Cuando un cronopio canta, las esperanzas y los famas acuden a escucharlo aunque no comprenden mucho su arrebato y en general se muestran algo escandalizados. En medio del corro el cronopio levanta sus bracitos como si sostuviera el sol, como si el cielo fuera una bandeja y el sol la cabeza del Bautista, de modo que la canción del cronopio es Salomé desnuda danzando para los famas y las esperanzas que están ahí boquiabiertos y preguntándose si el señor cura, si las conveniencias. Pero como en el fondo son buenos (los famas son buenos y las esperanzas bobas), acaban aplaudiendo al cronopio, que se recobra sobresaltado, mira en torno y se pone también a aplaudir, pobrecito.

O canto dos Cronópios

Quando os cronópios cantam suas músicas preferidas, se entusiasmam de tal maneira que com frequência se deixam atropelar por caminhões e ciclistas, caem pela janela, e perdem o que levavam nos bolsos e até a conta dos dias.

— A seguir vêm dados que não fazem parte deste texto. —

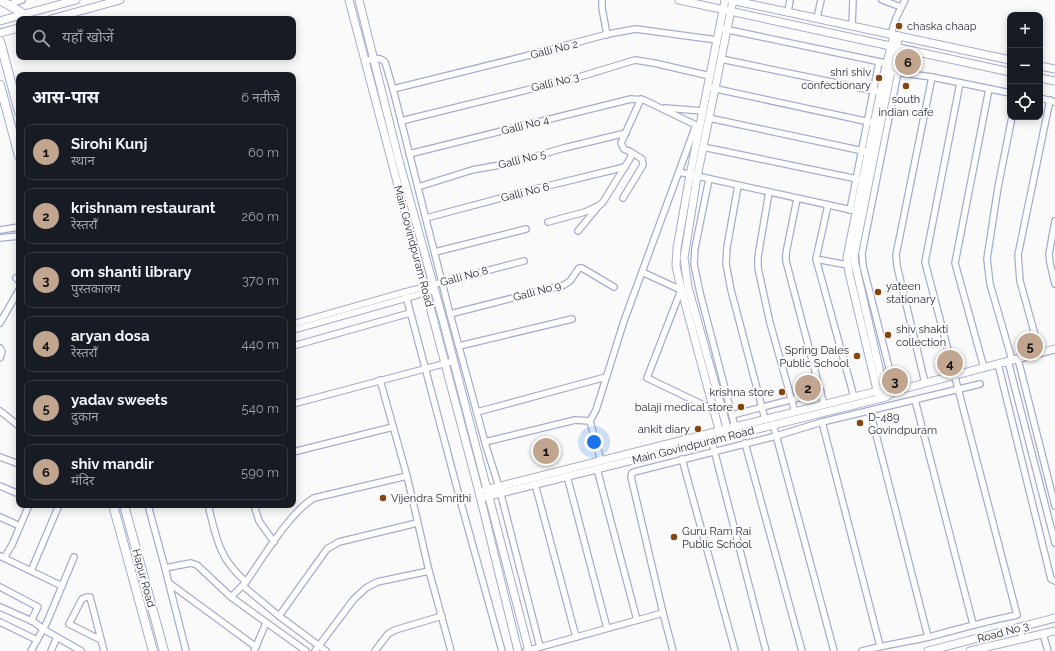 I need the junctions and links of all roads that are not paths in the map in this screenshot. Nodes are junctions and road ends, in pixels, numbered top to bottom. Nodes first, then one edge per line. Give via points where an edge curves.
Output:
1 (22, 0) edge
2 (76, 0) edge
3 (120, 0) edge
4 (349, 0) edge
5 (359, 0) edge
6 (602, 0) edge
7 (679, 0) edge
8 (725, 0) edge
9 (732, 0) edge
10 (790, 0) edge
11 (821, 0) edge
12 (853, 0) edge
13 (882, 0) edge
14 (905, 0) edge
15 (742, 1) edge
16 (4, 3) edge
17 (901, 7) junction
18 (727, 10) junction
19 (788, 12) junction
20 (24, 14) junction
21 (16, 16) edge
22 (17, 16) edge
23 (62, 16) edge
24 (817, 18) junction
25 (0, 21) edge
26 (852, 26) junction
27 (16, 29) edge
28 (723, 29) junction
29 (0, 33) edge
30 (608, 35) junction
31 (894, 35) junction
32 (717, 40) junction
33 (0, 41) edge
34 (893, 47) junction
35 (374, 59) junction
36 (721, 59) junction
37 (1007, 59) edge
38 (365, 61) junction
39 (1043, 66) edge
40 (889, 67) junction
41 (1054, 67) edge
42 (1007, 71) edge
43 (710, 76) junction
44 (932, 77) junction
45 (1043, 78) edge
46 (1055, 80) edge
47 (960, 83) junction
48 (0, 85) edge
49 (711, 88) junction
50 (989, 88) junction
51 (393, 89) junction
52 (877, 92) junction
53 (1007, 92) edge
54 (641, 99) junction
55 (1043, 99) edge
56 (16, 101) edge
57 (1053, 101) edge
58 (661, 108) junction
59 (703, 111) junction
60 (709, 118) junction
61 (1011, 120) edge
62 (401, 121) junction
63 (871, 122) junction
64 (701, 127) junction
65 (626, 132) junction
66 (16, 145) edge
67 (703, 147) junction
68 (865, 151) junction
69 (631, 152) junction
70 (409, 154) junction
71 (625, 167) junction
72 (679, 172) junction
73 (693, 176) junction
74 (710, 179) junction
75 (859, 179) junction
76 (738, 186) junction
77 (418, 187) junction
78 (769, 192) junction
79 (623, 198) dead end
80 (797, 198) junction
81 (600, 205) junction
82 (828, 205) junction
83 (853, 211) junction
84 (426, 218) junction
85 (1055, 221) edge
86 (548, 222) dead end
87 (16, 227) edge
88 (526, 229) dead end
89 (0, 230) edge
90 (578, 231) dead end
91 (16, 236) edge
92 (0, 238) edge
93 (435, 252) junction
94 (821, 260) dead end
95 (524, 261) dead end
96 (848, 265) junction
97 (642, 272) junction
98 (442, 282) junction
99 (1055, 284) edge
100 (434, 287) junction
101 (614, 287) dead end
102 (426, 290) junction
103 (682, 290) junction
104 (16, 295) edge
105 (405, 295) junction
106 (410, 313) junction
107 (450, 314) junction
108 (572, 319) dead end
109 (0, 323) edge
110 (296, 323) edge
111 (296, 329) edge
112 (296, 345) edge
113 (459, 346) junction
114 (0, 348) edge
115 (1055, 349) edge
116 (1040, 353) junction
117 (0, 358) edge
118 (1013, 360) junction
119 (454, 361) junction
120 (445, 364) junction
121 (998, 364) junction
122 (984, 368) junction
123 (426, 369) junction
124 (955, 375) junction
125 (606, 377) junction
126 (380, 380) junction
127 (925, 383) junction
128 (980, 384) dead end
129 (958, 389) junction
130 (895, 391) junction
131 (821, 392) junction
132 (882, 394) junction
133 (854, 397) junction
134 (792, 400) junction
135 (915, 400) junction
136 (296, 403) edge
137 (824, 405) junction
138 (762, 407) junction
139 (714, 410) junction
140 (0, 411) edge
141 (870, 411) junction
142 (477, 412) junction
143 (795, 412) junction
144 (732, 415) junction
145 (1033, 417) junction
146 (765, 419) junction
147 (1023, 420) junction
148 (590, 421) junction
149 (822, 422) junction
150 (16, 424) edge
151 (773, 424) junction
152 (393, 427) junction
153 (731, 430) junction
154 (720, 434) junction
155 (711, 436) junction
156 (776, 436) junction
157 (485, 442) junction
158 (745, 443) junction
159 (296, 451) edge
160 (714, 451) junction
161 (0, 456) edge
162 (682, 459) junction
163 (601, 461) junction
164 (16, 463) edge
165 (1034, 463) junction
166 (1023, 466) junction
167 (597, 469) junction
168 (407, 476) junction
169 (567, 476) junction
170 (535, 484) junction
171 (0, 486) edge
172 (499, 490) junction
173 (16, 493) edge
174 (489, 493) junction
175 (480, 495) junction
176 (1055, 506) edge
177 (28, 508) edge
178 (58, 508) edge
179 (114, 508) edge
180 (125, 508) edge
181 (149, 508) edge
182 (209, 508) edge
183 (255, 508) edge
184 (0, 517) edge
185 (417, 523) junction
186 (20, 526) junction
187 (274, 542) junction
188 (1055, 543) edge
189 (2, 557) edge
190 (74, 557) dead end
191 (165, 568) junction
192 (429, 571) junction
193 (31, 572) junction
194 (1055, 581) edge
195 (169, 583) junction
196 (244, 584) junction
197 (62, 586) junction
198 (0, 587) edge
199 (231, 597) junction
200 (0, 607) edge
201 (663, 613) junction
202 (279, 616) junction
203 (442, 616) junction
204 (1055, 618) edge
205 (637, 620) junction
206 (31, 621) junction
207 (0, 622) edge
208 (266, 623) junction
209 (973, 624) junction
210 (1020, 627) junction
211 (607, 628) junction
212 (43, 629) junction
213 (1055, 631) edge
214 (1043, 634) junction
215 (576, 636) junction
216 (58, 637) junction
217 (928, 637) junction
218 (1022, 638) junction
219 (37, 640) junction
220 (101, 640) junction
221 (880, 646) junction
222 (540, 647) junction
223 (317, 648) edge
224 (255, 649) edge
225 (31, 651) edge
226 (51, 651) edge
227 (81, 651) edge
228 (104, 651) edge
229 (153, 651) edge
230 (164, 651) edge
231 (186, 651) edge
232 (306, 651) edge
233 (326, 651) edge
234 (375, 651) edge
235 (451, 651) edge
236 (502, 651) edge
237 (518, 651) edge
238 (528, 651) edge
239 (673, 651) edge
240 (735, 651) edge
241 (766, 651) edge
242 (802, 651) edge
243 (834, 651) edge
244 (862, 651) edge
245 (928, 651) edge
246 (970, 651) edge
247 (1048, 651) edge

1 - 16 street
2 - 20 street
3 - 23 street
4 - 38 street, Main Govindpuram Road
5 - 35 street, Main Govindpuram Road
6 - 30 street
7 - 18 street
8 - 18 street
9 - 15 street
9 - 18 street
10 - 19 street
11 - 24 street
12 - 26 street
13 - 17 street
14 - 17 street
15 - 19 street
16 - 20 main road
17 - 31 street
18 - 28 street
18 - 34 street
19 - 24 street
20 - 22 street
21 - 25 street
24 - 26 street
26 - 31 street
27 - 29 street
28 - 32 street
28 - 36 street
28 - 40 street
30 - 32 street, Galli No 2 via 636,28
30 - 51 street, Galli No 2
31 - 34 street
31 - 37 street
32 - 43 street
33 - 56 main road
34 - 40 street
34 - 42 street
35 - 38 street
35 - 51 street via 380,58 384,62
35 - 100 street, Main Govindpuram Road
36 - 49 street
36 - 52 street
38 - 102 street, Main Govindpuram Road
39 - 41 street
40 - 44 street
40 - 52 street
40 - 130 street via 862,253 863,266
40 - 132 street via 854,256
43 - 49 street
43 - 62 street, Galli No 3 via 635,60 579,77
44 - 47 street
44 - 127 street via 896,255
45 - 46 street
47 - 50 street
47 - 124 street via 925,262
48 - 66 main road
49 - 59 street
49 - 60 street
49 - 63 street
50 - 53 street
50 - 122 street via 956,263
51 - 62 street
52 - 63 street
54 - 58 street
54 - 65 street
54 - 70 street, Galli No 4 via 631,99
55 - 57 street
57 - 116 street via 1018,255 1020,281
58 - 59 street
58 - 64 street
59 - 64 street
60 - 64 street
60 - 68 street
61 - 118 street via 987,259 990,284
62 - 70 street
63 - 68 street
64 - 67 street
64 - 72 street
64 - 73 street
65 - 69 street via 621,146
65 - 77 street, Galli No 5 via 512,163 472,170
67 - 73 street
67 - 75 street
68 - 75 street
69 - 71 street
69 - 79 street via 642,159 643,165
70 - 77 street
71 - 81 street
71 - 84 street, Galli No 6
72 - 73 street
72 - 97 street
73 - 74 street
73 - 103 street via 676,254
73 - 153 street via 685,268 688,287
74 - 76 street
74 - 144 street via 694,264
75 - 83 street
76 - 78 street
76 - 138 street via 726,258 731,290
77 - 84 street
78 - 80 street
78 - 134 street via 758,268 770,323
80 - 82 street
80 - 131 street via 786,261
81 - 86 street
81 - 90 street
82 - 83 street
82 - 133 street via 816,259
83 - 96 street
84 - 93 street
85 - 99 street via 1049,254
87 - 89 street
88 - 93 street
91 - 92 street
93 - 98 street
94 - 96 street
95 - 98 street, Galli No 8
96 - 132 street
97 - 103 street
97 - 125 street
98 - 100 street, Galli No 8
98 - 107 street
100 - 102 street, Galli No 8
100 - 119 street, Main Govindpuram Road
101 - 107 street, Galli No 9 via 580,268 564,285
102 - 105 street, Galli No 8
102 - 120 street, Main Govindpuram Road
103 - 139 street
103 - 139 street via 647,378
104 - 109 street
105 - 106 street
105 - 110 street
105 - 111 street
106 - 112 street
106 - 123 street
107 - 113 street
108 - 113 street
113 - 142 street
114 - 117 street
115 - 116 street, Main Govindpuram Road
116 - 118 street, Main Govindpuram Road
118 - 121 street, Main Govindpuram Road
118 - 145 street
118 - 147 street
119 - 120 street
119 - 174 street, Main Govindpuram Road
120 - 123 street
120 - 175 street, Main Govindpuram Road
121 - 122 street, Main Govindpuram Road
121 - 166 street
122 - 124 street, Main Govindpuram Road
123 - 126 street
123 - 236 street
124 - 127 street, Main Govindpuram Road
124 - 129 street
125 - 142 street
125 - 148 street
126 - 136 street
126 - 152 street
127 - 130 street, Main Govindpuram Road
128 - 129 street
129 - 135 street
129 - 209 street via 1017,615
130 - 132 street, Main Govindpuram Road
131 - 134 street
131 - 137 street
132 - 133 street, Main Govindpuram Road
132 - 151 street, Main Govindpuram Road
133 - 137 street, Main Govindpuram Road
134 - 138 street
134 - 143 street
135 - 141 street
135 - 209 street
137 - 143 street, Main Govindpuram Road
138 - 144 street
138 - 146 street
139 - 154 street
140 - 150 street
141 - 149 street
141 - 217 street
142 - 157 street
143 - 146 street, Main Govindpuram Road
144 - 153 street
145 - 147 street
145 - 176 street
146 - 153 street, Main Govindpuram Road
147 - 165 street
148 - 157 street via 575,420
148 - 163 street
149 - 156 street
149 - 221 street
151 - 153 street, Main Govindpuram Road
151 - 156 street
152 - 159 street
152 - 168 street
153 - 154 street, Main Govindpuram Road
154 - 155 street, Main Govindpuram Road
155 - 160 street
155 - 163 street, Main Govindpuram Road
155 - 167 street, Main Govindpuram Road
156 - 158 street
156 - 243 street
157 - 172 street
158 - 160 street
158 - 242 street
160 - 162 street
160 - 241 street
161 - 164 street
162 - 201 street via 634,472 632,475
162 - 240 street
163 - 172 street, Main Govindpuram Road
165 - 166 street
165 - 188 street
166 - 194 street via 1051,579
167 - 169 street, Main Govindpuram Road
167 - 205 street
168 - 185 street
168 - 187 street via 314,498 300,508
169 - 170 street, Main Govindpuram Road
169 - 211 street
170 - 172 street, Main Govindpuram Road
170 - 215 street
171 - 173 street
172 - 174 street, Main Govindpuram Road
172 - 222 street
174 - 175 street, Main Govindpuram Road
174 - 238 street, Main Govindpuram Road
175 - 237 street, Main Govindpuram Road
177 - 186 street
178 - 193 street
179 - 229 main road, Hapur Road
180 - 230 main road, Hapur Road
181 - 191 street
182 - 196 street via 220,549
183 - 187 street via 259,520
184 - 186 street
185 - 192 street
185 - 202 street via 331,546
186 - 189 street
187 - 196 street
189 - 193 street
190 - 197 street
191 - 195 street
191 - 199 street via 190,563 197,566
192 - 203 street
192 - 223 street via 377,582 366,588 354,598
193 - 197 street
195 - 224 street
195 - 231 street
196 - 199 street
196 - 202 street
197 - 212 street
198 - 206 street via 38,607
199 - 208 street
200 - 206 street
201 - 205 street
201 - 239 street
202 - 223 street
203 - 234 street via 395,630 388,634
203 - 235 street
204 - 210 street, Road No 3
205 - 211 street
206 - 212 street
207 - 219 street
208 - 224 street
208 - 232 street
209 - 217 street
210 - 218 street
210 - 245 street, Road No 3
211 - 215 street
212 - 216 street
212 - 219 street
213 - 214 street, Road No 3
214 - 218 street, Road No 3
214 - 247 street
215 - 222 street
216 - 226 street
216 - 227 street
217 - 221 street
218 - 246 street, Road No 3
219 - 225 street
220 - 220 street via 69,624 82,599 87,596 90,597
220 - 228 street
221 - 244 street
222 - 238 street
223 - 233 street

Quando um cronópio canta, as esperanças e os famas correm para escutá-lo ainda que não compreendam muito seu arrebatamento e em geral se mostram algo escandalizados. No meio da roda o cronópio levanta seus bracinhos como se sustentasse o sol, como se o céu fosse uma bandeja e o sol a cabeça de Batista, de modo que a canção do cronópio é Salomé nua dançando para os famas e as esperanças que estão aí boquiabertos e perguntando-se se o senhor cura, se as conveniências. Porém como no fundo são bons (os famas são bons e as esperanças bobas), acabam aplaudindo ao cronópio, que se recobra sobressaltado, olha em torno e se põe também a aplaudir, pobrezinho.

(Júlio Cortázar, Historias de cronopios y de famas. Tradução tosca e fuleira, feita por mim. )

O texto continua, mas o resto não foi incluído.